Directions for this task: Go through the entries below. Copy out every line that contains "dead".

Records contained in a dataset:
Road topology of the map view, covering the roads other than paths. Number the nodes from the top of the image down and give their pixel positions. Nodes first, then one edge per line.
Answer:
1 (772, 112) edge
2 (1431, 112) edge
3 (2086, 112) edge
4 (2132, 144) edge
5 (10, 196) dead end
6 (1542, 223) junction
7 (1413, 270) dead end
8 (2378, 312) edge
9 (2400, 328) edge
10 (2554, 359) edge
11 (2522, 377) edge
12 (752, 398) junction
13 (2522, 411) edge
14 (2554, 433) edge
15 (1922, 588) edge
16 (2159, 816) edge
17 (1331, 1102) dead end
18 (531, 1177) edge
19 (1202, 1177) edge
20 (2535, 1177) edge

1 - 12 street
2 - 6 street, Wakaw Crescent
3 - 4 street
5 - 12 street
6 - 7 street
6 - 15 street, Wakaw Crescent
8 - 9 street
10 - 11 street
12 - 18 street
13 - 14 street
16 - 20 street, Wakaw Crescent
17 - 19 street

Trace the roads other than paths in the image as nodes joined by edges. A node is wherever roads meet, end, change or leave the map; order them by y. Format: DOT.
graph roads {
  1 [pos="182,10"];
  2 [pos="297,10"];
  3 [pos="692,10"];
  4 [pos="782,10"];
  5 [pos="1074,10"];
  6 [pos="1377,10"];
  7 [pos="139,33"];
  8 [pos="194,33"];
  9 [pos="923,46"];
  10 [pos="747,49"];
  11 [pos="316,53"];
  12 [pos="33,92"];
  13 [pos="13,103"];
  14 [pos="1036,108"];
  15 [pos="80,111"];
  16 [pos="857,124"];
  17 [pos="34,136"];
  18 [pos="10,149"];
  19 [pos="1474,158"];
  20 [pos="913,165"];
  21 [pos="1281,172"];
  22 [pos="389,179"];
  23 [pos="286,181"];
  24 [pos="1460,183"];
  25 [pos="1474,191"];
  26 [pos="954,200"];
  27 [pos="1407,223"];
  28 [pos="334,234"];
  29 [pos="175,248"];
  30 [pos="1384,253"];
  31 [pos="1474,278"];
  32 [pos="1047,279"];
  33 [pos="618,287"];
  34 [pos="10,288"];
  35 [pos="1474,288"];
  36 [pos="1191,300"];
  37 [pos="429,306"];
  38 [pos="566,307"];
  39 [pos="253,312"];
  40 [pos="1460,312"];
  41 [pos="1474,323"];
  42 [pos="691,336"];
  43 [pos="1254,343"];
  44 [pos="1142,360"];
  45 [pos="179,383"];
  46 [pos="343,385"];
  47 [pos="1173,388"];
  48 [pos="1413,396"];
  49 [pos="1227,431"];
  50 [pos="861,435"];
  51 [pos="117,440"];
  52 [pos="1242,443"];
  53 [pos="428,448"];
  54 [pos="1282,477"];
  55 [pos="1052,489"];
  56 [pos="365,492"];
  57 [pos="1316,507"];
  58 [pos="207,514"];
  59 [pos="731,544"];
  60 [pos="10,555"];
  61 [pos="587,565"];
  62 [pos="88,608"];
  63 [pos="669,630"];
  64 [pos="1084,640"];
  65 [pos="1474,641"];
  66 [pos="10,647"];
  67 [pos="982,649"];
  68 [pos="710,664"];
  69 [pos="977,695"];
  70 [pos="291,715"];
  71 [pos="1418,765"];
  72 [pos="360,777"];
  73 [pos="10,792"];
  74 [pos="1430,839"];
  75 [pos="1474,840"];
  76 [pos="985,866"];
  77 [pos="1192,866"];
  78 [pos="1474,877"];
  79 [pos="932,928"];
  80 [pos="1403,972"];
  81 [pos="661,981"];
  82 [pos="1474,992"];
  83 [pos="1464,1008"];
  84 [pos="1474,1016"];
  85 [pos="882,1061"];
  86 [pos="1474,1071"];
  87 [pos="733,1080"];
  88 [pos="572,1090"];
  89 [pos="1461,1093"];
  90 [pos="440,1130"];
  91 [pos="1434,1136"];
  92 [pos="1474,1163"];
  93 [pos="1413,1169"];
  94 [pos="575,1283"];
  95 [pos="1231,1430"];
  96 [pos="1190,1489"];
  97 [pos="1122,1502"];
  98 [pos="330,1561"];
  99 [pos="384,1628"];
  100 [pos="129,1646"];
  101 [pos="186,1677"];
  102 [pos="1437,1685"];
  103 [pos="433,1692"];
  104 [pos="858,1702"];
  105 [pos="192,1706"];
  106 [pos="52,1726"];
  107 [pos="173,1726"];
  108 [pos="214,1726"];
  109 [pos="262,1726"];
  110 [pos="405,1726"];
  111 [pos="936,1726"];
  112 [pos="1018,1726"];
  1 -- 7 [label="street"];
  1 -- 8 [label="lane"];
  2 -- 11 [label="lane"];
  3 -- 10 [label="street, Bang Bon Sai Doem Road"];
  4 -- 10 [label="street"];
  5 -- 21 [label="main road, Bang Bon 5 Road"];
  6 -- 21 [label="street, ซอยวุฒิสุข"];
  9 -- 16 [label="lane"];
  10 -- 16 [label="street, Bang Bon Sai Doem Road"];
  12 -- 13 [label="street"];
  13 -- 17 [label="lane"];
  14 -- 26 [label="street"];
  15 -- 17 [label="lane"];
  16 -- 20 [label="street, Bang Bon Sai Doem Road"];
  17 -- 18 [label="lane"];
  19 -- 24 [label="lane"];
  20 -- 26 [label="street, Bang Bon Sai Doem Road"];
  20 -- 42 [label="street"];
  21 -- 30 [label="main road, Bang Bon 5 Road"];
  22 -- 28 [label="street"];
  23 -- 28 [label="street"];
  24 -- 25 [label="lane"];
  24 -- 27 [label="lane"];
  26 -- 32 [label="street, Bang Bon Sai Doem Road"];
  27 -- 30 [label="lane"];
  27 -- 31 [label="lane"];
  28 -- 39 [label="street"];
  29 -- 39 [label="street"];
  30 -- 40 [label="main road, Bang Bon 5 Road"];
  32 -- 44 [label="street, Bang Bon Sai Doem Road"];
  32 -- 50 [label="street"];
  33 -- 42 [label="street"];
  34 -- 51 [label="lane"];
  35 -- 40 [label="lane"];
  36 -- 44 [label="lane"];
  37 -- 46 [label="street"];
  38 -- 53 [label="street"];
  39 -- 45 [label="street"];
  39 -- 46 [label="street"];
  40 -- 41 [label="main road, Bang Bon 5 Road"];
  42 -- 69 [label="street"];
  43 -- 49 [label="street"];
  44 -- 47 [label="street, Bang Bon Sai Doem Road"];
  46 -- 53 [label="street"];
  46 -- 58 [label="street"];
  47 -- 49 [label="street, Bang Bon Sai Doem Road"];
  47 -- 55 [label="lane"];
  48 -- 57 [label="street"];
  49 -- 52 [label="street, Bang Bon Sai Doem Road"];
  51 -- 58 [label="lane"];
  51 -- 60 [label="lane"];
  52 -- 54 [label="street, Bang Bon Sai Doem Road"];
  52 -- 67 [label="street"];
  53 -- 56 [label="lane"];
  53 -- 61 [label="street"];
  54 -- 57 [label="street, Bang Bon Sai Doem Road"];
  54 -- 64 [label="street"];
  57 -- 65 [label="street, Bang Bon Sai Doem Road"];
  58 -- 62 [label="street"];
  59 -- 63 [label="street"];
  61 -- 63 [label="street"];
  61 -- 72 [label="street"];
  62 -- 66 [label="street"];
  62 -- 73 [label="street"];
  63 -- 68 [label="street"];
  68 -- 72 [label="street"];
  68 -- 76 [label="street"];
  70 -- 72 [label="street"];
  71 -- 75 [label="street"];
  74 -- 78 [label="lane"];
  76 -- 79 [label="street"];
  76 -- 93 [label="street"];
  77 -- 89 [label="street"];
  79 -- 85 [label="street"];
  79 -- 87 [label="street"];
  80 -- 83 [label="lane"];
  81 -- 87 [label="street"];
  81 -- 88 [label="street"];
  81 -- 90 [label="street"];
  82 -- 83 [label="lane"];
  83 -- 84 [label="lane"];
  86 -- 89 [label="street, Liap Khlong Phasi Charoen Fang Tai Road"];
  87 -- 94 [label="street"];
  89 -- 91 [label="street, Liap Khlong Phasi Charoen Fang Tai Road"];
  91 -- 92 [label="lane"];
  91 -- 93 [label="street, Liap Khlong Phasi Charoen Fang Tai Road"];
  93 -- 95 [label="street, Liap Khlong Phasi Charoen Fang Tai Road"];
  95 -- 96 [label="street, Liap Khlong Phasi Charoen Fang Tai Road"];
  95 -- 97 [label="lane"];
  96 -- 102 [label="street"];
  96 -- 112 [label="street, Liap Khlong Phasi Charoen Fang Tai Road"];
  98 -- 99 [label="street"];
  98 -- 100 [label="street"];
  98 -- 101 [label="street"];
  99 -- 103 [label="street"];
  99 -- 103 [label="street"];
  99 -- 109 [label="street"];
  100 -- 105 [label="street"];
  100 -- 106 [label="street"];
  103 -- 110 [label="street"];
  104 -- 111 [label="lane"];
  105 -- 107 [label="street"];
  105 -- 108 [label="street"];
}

Reply to the exercise:
5 (10, 196) dead end
7 (1413, 270) dead end
17 (1331, 1102) dead end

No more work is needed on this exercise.